(I will update this blog post with more links to videos and PDFs to presentations as they get published, so come back later in case your favorite isn’t linked already.)
The third curl developers conference, curl up 2019, is how history. We gathered in the lovely Charles University in central Prague where we sat down in an excellent class room. After the HTTP symposium on the Friday, we spent the weekend to dive in deeper in protocols and curl details.
I started off the Saturday by The state of the curl project (youtube). An overview of how we’re doing right now in terms of stats, graphs and numbers from different aspects and then something about what we’ve done the last year and a quick look at what’s not do good and what we could work on going forward.
James Fuller took the next session and his Newbie guide to contributing to libcurl presentation. Things to consider and general best practices to that could make your first steps into the project more likely to be pleasant!
Long term curl hacker Dan Fandrich (also known as “Daniel two” out of the three Daniels we have among our top committers) followed up with Writing an effective curl test where the detailed what different tests we have in curl, what they’re for and a little about how to write such tests.
After that I was back behind the desk in the classroom that we used for this event and I talked The Deprecation of legacy crap (Youtube). How and why we are removing things, some things we are removing and will soon remove and finally a little explainer on our new concept and handling of “experimental” features.
Igor Chubin then explained his new protect for us: curlator: a framework for console services (Youtube). It’s a way and tooling that makes it easier to provide access to shell and console oriented services over the web, using curl.
Me again. Governance, money in the curl project and someone offering commercial support (Youtube) was a presentation about how we intend for the project to join a legal entity SFC, and a little about money we have, what to spend it on and how I feel it is good to keep the project separate from any commercial support ventures any of us might do!
While the list above might seems like more than enough, the day wasn’t over. Christian Schmitz also did his presentation on Using SSL root certificate from Mac/Windows.
Our local hero organizer James Fuller then spoiled us completely when we got around to have dinner at a monastery with beer brewing monks and excellent food. Good food, good company and curl related dinner subjects. That’s almost heaven defined!
Sunday
Daylight saving time morning and you could tell. I’m sure it was not at all related to the beers from the night before…

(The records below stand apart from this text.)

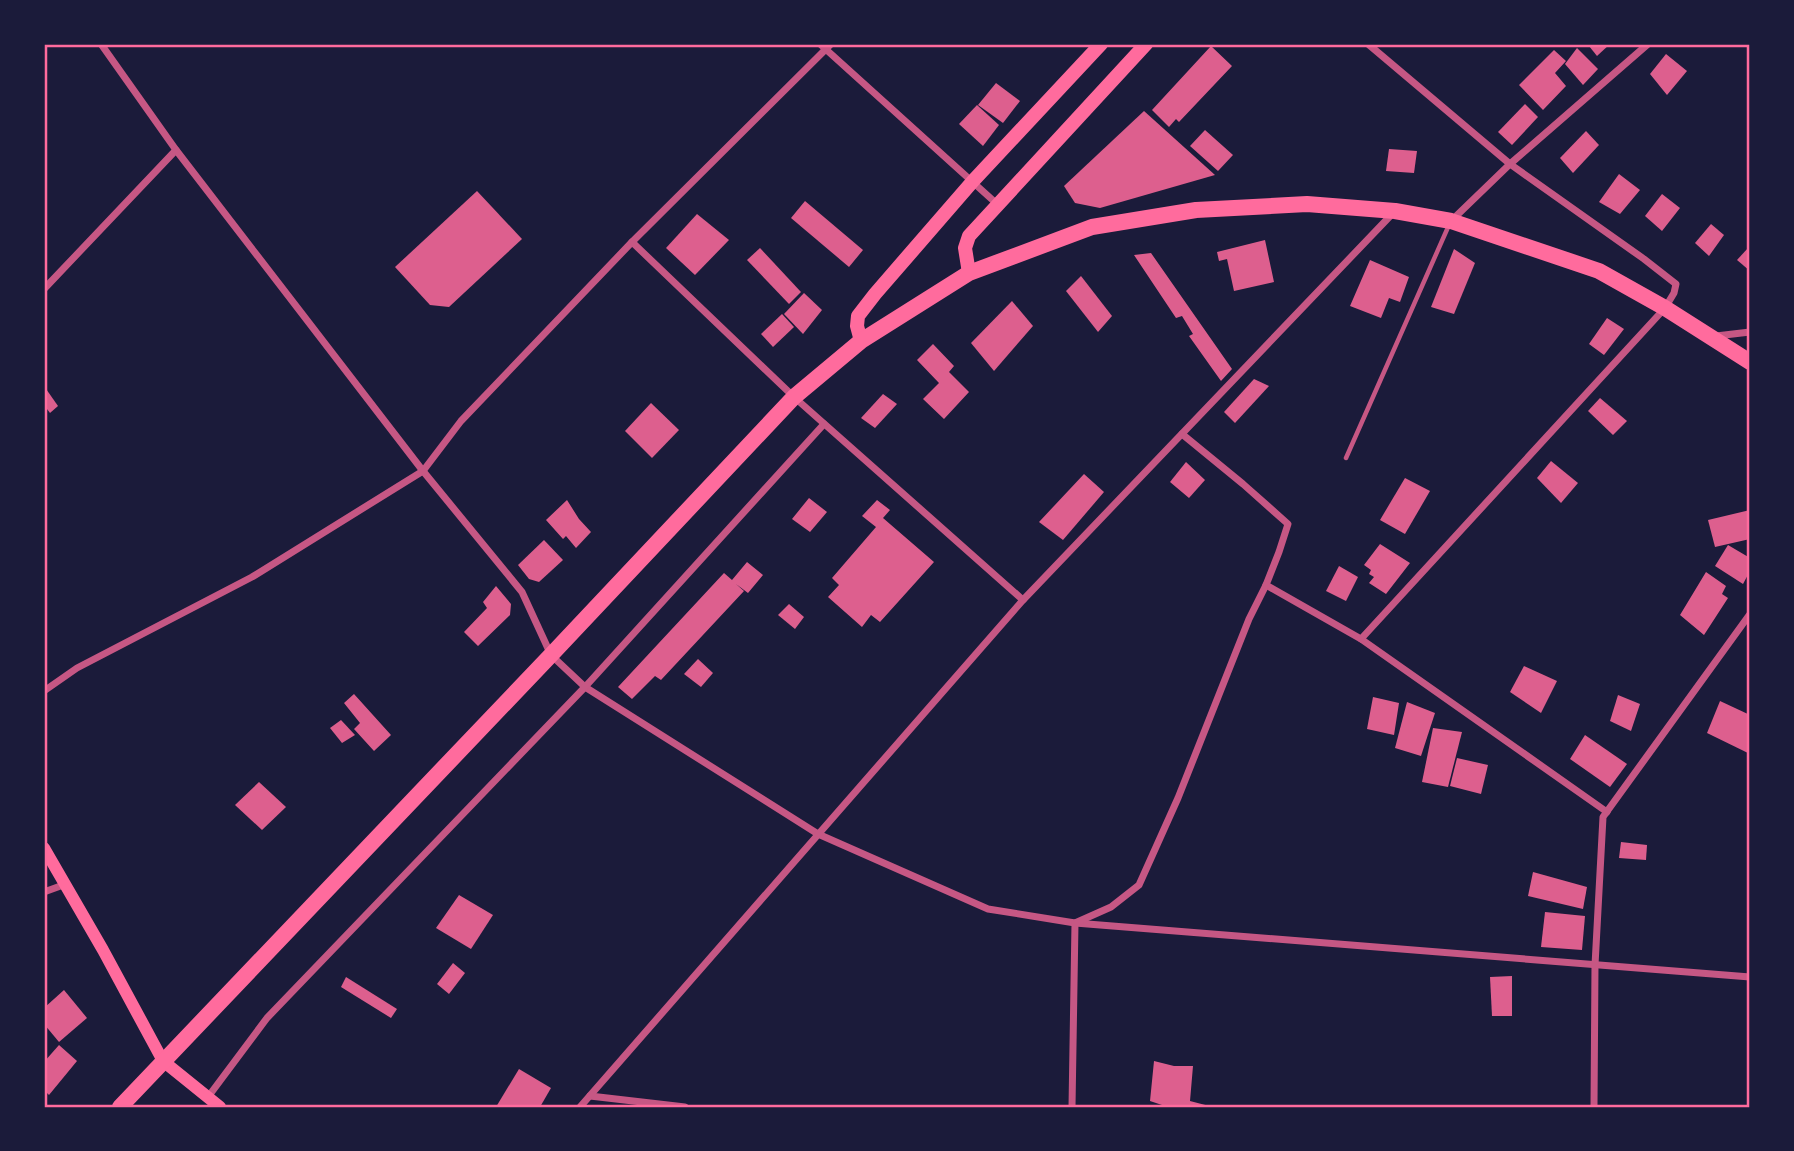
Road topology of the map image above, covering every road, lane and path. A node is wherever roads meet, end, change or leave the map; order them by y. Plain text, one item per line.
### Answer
1 (101, 44) edge
2 (1101, 44) edge
3 (1146, 44) edge
4 (1368, 44) edge
5 (1648, 44) edge
6 (826, 46) edge
7 (176, 150) junction
8 (1510, 164) junction
9 (972, 181) junction
10 (998, 204) junction
11 (1395, 211) junction
12 (1451, 221) junction
13 (632, 242) junction
14 (969, 273) junction
15 (44, 289) edge
16 (1665, 308) junction
17 (1750, 332) edge
18 (1712, 337) junction
19 (861, 341) junction
20 (1750, 362) edge
21 (793, 397) junction
22 (824, 424) junction
23 (1182, 434) junction
24 (1346, 458) dead end
25 (423, 471) junction
26 (1266, 585) junction
27 (1023, 600) junction
28 (1750, 614) edge
29 (1361, 639) junction
30 (551, 655) junction
31 (584, 687) junction
32 (44, 691) edge
33 (1607, 813) junction
34 (817, 834) junction
35 (44, 848) edge
36 (66, 884) junction
37 (44, 892) edge
38 (1075, 923) junction
39 (1595, 965) junction
40 (1750, 977) edge
41 (163, 1061) junction
42 (590, 1096) junction
43 (208, 1097) junction
44 (120, 1107) edge
45 (220, 1107) edge
46 (580, 1107) edge
47 (685, 1107) edge
48 (1072, 1107) edge
49 (1594, 1107) edge

1 - 7 street
2 - 9 main road
3 - 10 main road
4 - 8 street
5 - 8 street
6 - 9 street
6 - 13 street
7 - 15 street
7 - 25 street
8 - 12 street
8 - 16 street
9 - 10 street
9 - 19 main road
10 - 14 main road
11 - 12 highway
11 - 14 highway
11 - 23 street
12 - 16 highway
12 - 24 lane
13 - 21 street
13 - 25 street
14 - 19 highway
16 - 18 highway
16 - 29 street
17 - 18 street
18 - 20 highway
19 - 21 highway
21 - 22 street
21 - 30 highway
22 - 27 street
22 - 31 street
23 - 26 street
23 - 27 street
25 - 30 street
25 - 32 street
26 - 29 street
26 - 38 street
27 - 34 street
28 - 33 street
29 - 33 street
30 - 31 street
30 - 41 highway
31 - 34 street
31 - 43 street
33 - 39 street
34 - 38 street
34 - 42 street
35 - 36 main road
36 - 37 street
36 - 41 main road
38 - 39 street
38 - 48 street
39 - 40 street
39 - 49 street
41 - 43 main road
41 - 44 highway
42 - 46 street
42 - 47 street
43 - 45 main road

James Fuller fired off the day by talking to us about Curlpipe (github), a DSL for building http execution pipelines.
Robin Marx then put in the next gear and entertained us another hour with a protocol deep dive titled HTTP/3 (QUIC): the details (slides). For me personally this was a exactly what I needed as Robin clearly has kept up with more details and specifics in the QUIC and HTTP/3 protocols specifications than I’ve managed and his talk help the rest of the room get at least little bit more in sync with current development.
Jakub Nesetril and Lukáš Linhart from Apiary then talked us through what they’re doing and thinking around web based APIs and how they and their customers use curl: Real World curl usage at Apiary.
Then I was up again and I got to explain to my fellow curl hackers about HTTP/3 in curl. Internal architecture, 3rd party libs and APIs.
Jakub Klímek explained to us in very clear terms about current and existing problems in his talk IRIs and IDNs: Problems of non-ASCII countries. Some of the problems involve curl and while most of them have their clear explanations, I think we have to lessons to learn from this: URLs are still as messy and undocumented as ever before and that we might have some issues to fix in this area in curl.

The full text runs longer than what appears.